• **Exercise brief**
Please transcribe the entries exactly and omit the images they contain.

___ Materials provided ___

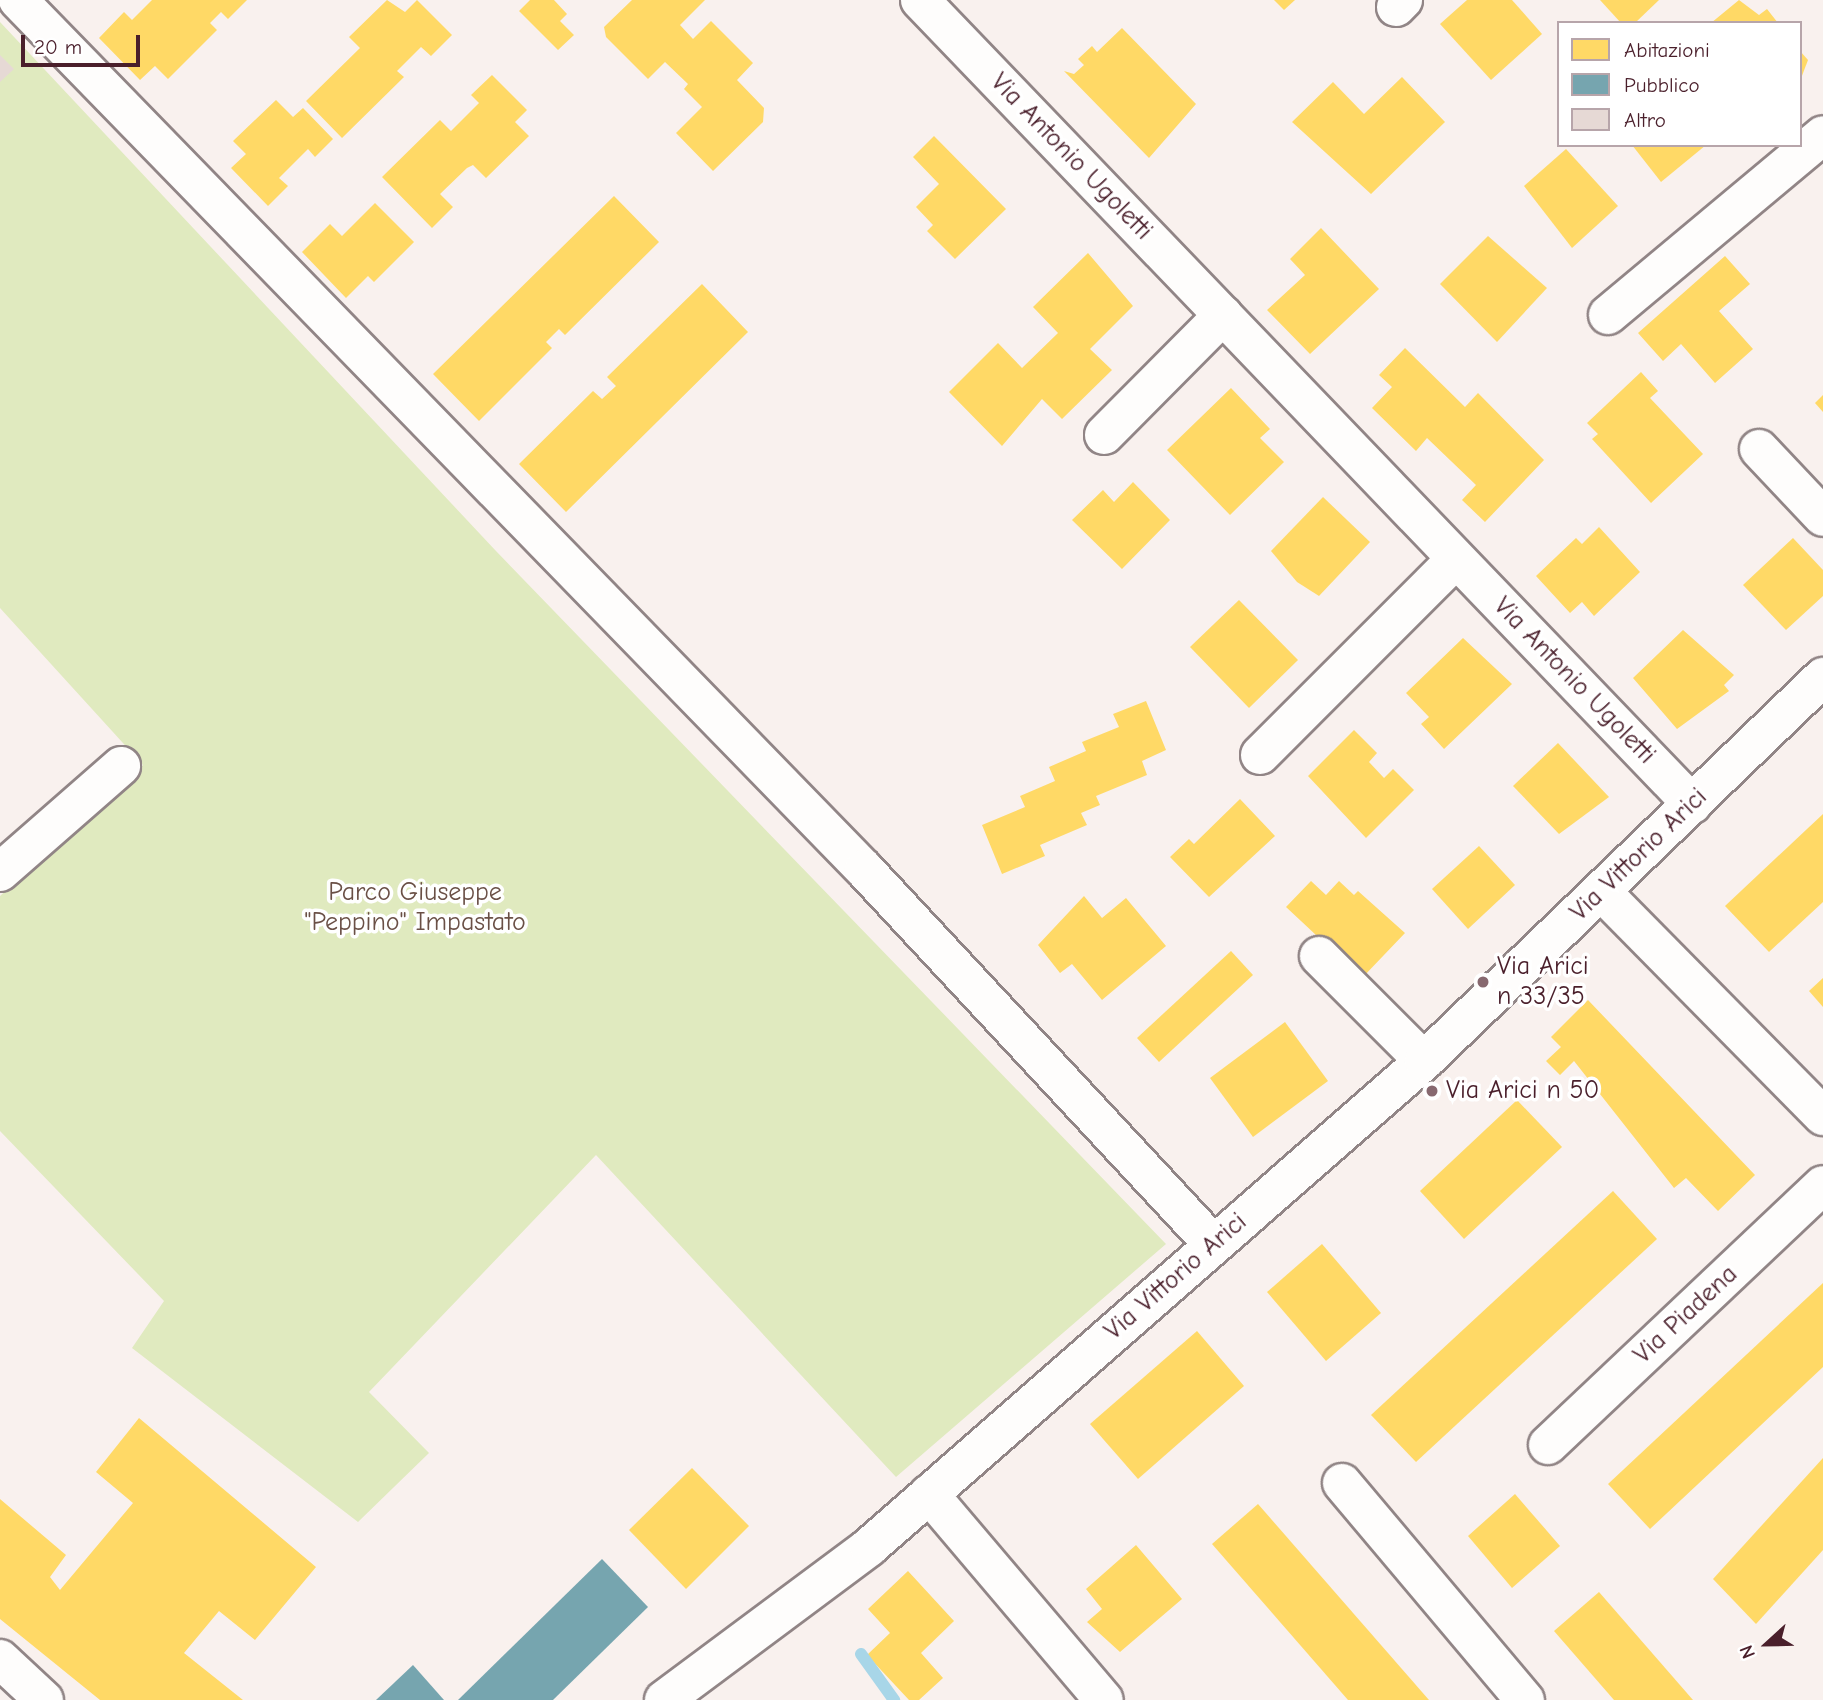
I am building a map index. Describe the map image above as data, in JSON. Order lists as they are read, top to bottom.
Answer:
{
  "streets": {
    "street": ["Via Antonio Ugoletti", "Via Vittorio Arici", "Via Piadena"]
  },
  "crossings": [
    ["Via Antonio Ugoletti", "Via Vittorio Arici"]
  ],
  "parks": ["Parco Giuseppe \"Peppino\" Impastato"],
  "places": ["Via Arici n 33/35", "Via Arici n 50"],
  "legend": ["Abitazioni", "Pubblico", "Altro"],
  "scale_bar": "20 m",
  "north": "left"
}
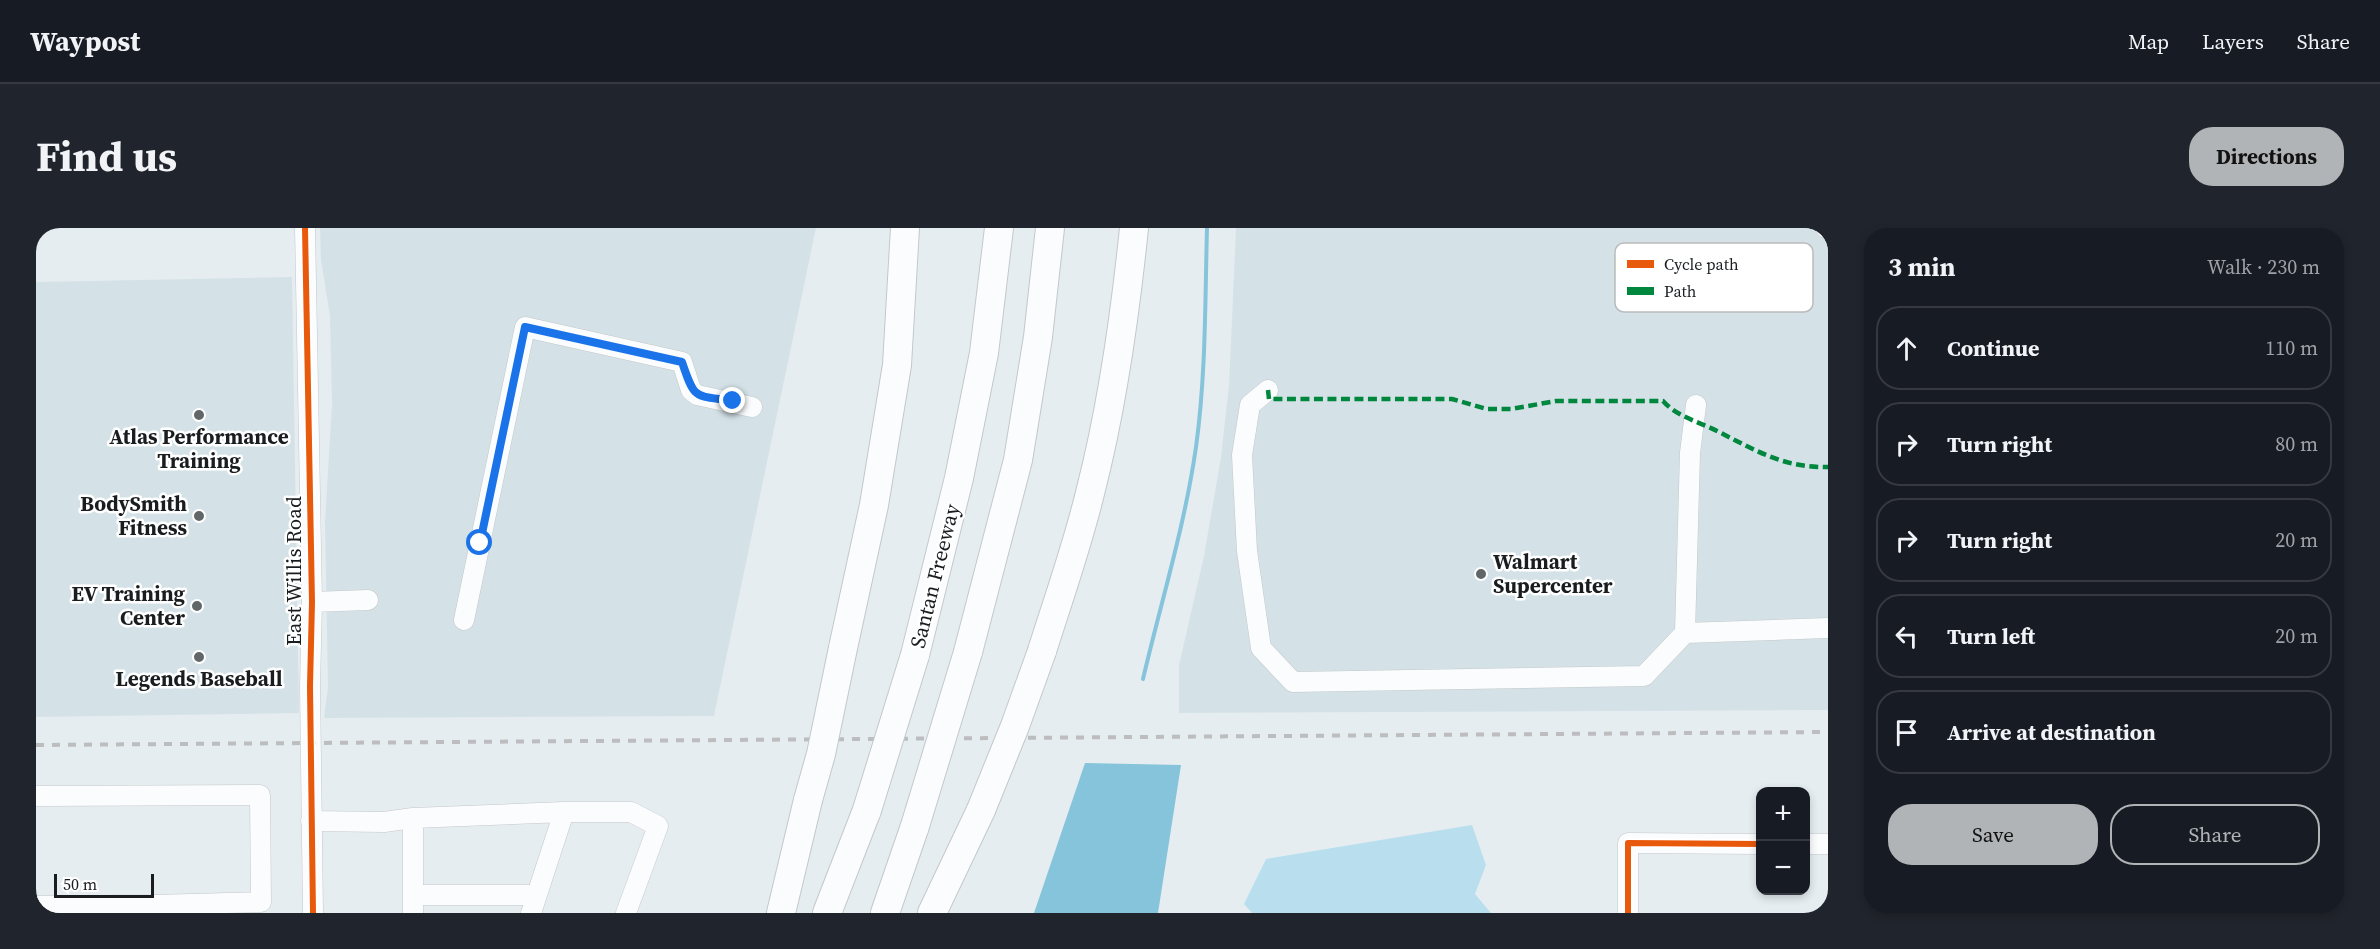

___

• **Task output**
I am building a map index. Describe the map image above as data, in JSON. Order lists as they are read, top to bottom.
Answer:
{
  "streets": {
    "street": ["Via Antonio Ugoletti", "Via Vittorio Arici", "Via Piadena"]
  },
  "crossings": [
    ["Via Antonio Ugoletti", "Via Vittorio Arici"]
  ],
  "parks": ["Parco Giuseppe \"Peppino\" Impastato"],
  "places": ["Via Arici n 33/35", "Via Arici n 50"],
  "legend": ["Abitazioni", "Pubblico", "Altro"],
  "scale_bar": "20 m",
  "north": "left"
}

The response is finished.